All three were very shocked and truly grieved. Little Miss Tina! whom Annie had known since her pigtail days, to whom Cook had given dough to make dollies when she was a tiny thing, whom Fawcuss had first seen as a pretty child of ten … and Saxon, that nice respectable boy! It didn’t seem hardly possible … only Miss Tina had said so herself … said awful things … that made you quite hot to overhear them. And her poor mother crying so, and Miss Madge sounding so hard and angry (she was a hard one, Miss Madge was) and the Master taking on so … and now Mrs Theodore was phoning about trains.

Surely the Master wasn’t going to turn Miss Tina out on a night like this!

The world seemed coming to an end.

Tina came downstairs in her fur coat, carrying a big suitcase.

‘There’s an eight o’clock, gets in at nine-twenty,’ said Viola. ‘I say, can’t I come with you?’

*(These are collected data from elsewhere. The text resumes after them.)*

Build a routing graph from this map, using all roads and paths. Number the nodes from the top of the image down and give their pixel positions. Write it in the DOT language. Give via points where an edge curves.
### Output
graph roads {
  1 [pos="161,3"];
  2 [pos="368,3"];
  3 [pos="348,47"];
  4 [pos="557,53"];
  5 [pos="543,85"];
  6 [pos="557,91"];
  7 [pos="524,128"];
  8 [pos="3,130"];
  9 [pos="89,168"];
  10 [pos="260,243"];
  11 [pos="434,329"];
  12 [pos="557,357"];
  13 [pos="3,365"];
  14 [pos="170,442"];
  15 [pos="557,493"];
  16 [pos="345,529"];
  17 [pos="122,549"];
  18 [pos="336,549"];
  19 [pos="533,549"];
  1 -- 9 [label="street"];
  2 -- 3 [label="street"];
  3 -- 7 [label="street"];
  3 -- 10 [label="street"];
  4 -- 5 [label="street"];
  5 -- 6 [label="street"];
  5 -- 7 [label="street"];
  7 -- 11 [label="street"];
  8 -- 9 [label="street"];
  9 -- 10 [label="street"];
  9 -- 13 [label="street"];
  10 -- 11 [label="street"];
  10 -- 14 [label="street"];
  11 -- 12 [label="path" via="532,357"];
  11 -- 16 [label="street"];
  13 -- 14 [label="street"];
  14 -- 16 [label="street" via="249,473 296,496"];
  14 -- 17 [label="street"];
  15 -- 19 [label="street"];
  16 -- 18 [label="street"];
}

‘No, thanks awfully. I’m going over to see if I can find Saxon. He’s probably on his way back here; he must know there’s been a frightful row.’

She paused at the front door, which Viola was holding open, and glanced back across the hall. Fawcuss’s solid figure was just disappearing slowly through the door to the basement.

‘Fawcuss. Just a minute,’ called Tina, a shade nervously.

‘Yes, Miss Tina?’

Fawcuss slowly turned and slowly came across the hall, her large pasty face all inquiry, suspicion and grief.

‘I just wanted you to know that Saxon and I are married,’ said Tina steadily. ‘Will you tell the others for me, please? and say goodbye to them? I’m going to London, with Saxon, and I don’t quite know when I shall be back.’

‘Oh yes, miss … Madam, I should say. Well, what a surprise, I’m sure! Good-bye, Madam,’ she took Tina’s outstretched hand and shook it awkwardly, then added, in a sudden emotional rush, ‘I’m so glad for you, Miss Tina, Madam, I should say. I always did say he was a nice respectable boy.’

She slowly retreated again, looking relieved, but also perhaps the least bit disappointed.

‘Good-bye, Vi. Thanks awfully. Write to me sometimes, will you? I’m sorry I had to tell you such a lot of lies at Stanton, but it couldn’t be helped. I don’t know quite what we’re going to do, of course; the first thing is for Saxon to get another job, and as soon as he does, I’ll let Mother know. I expect Father’ll cool down after a bit, but the truth is that I don’t care much what he does, or Mother and Madge either. I know it sounds awful, but I never have liked them much.’

To Viola, who had liked her own father better than anyone she had ever known, it sounded worse than awful.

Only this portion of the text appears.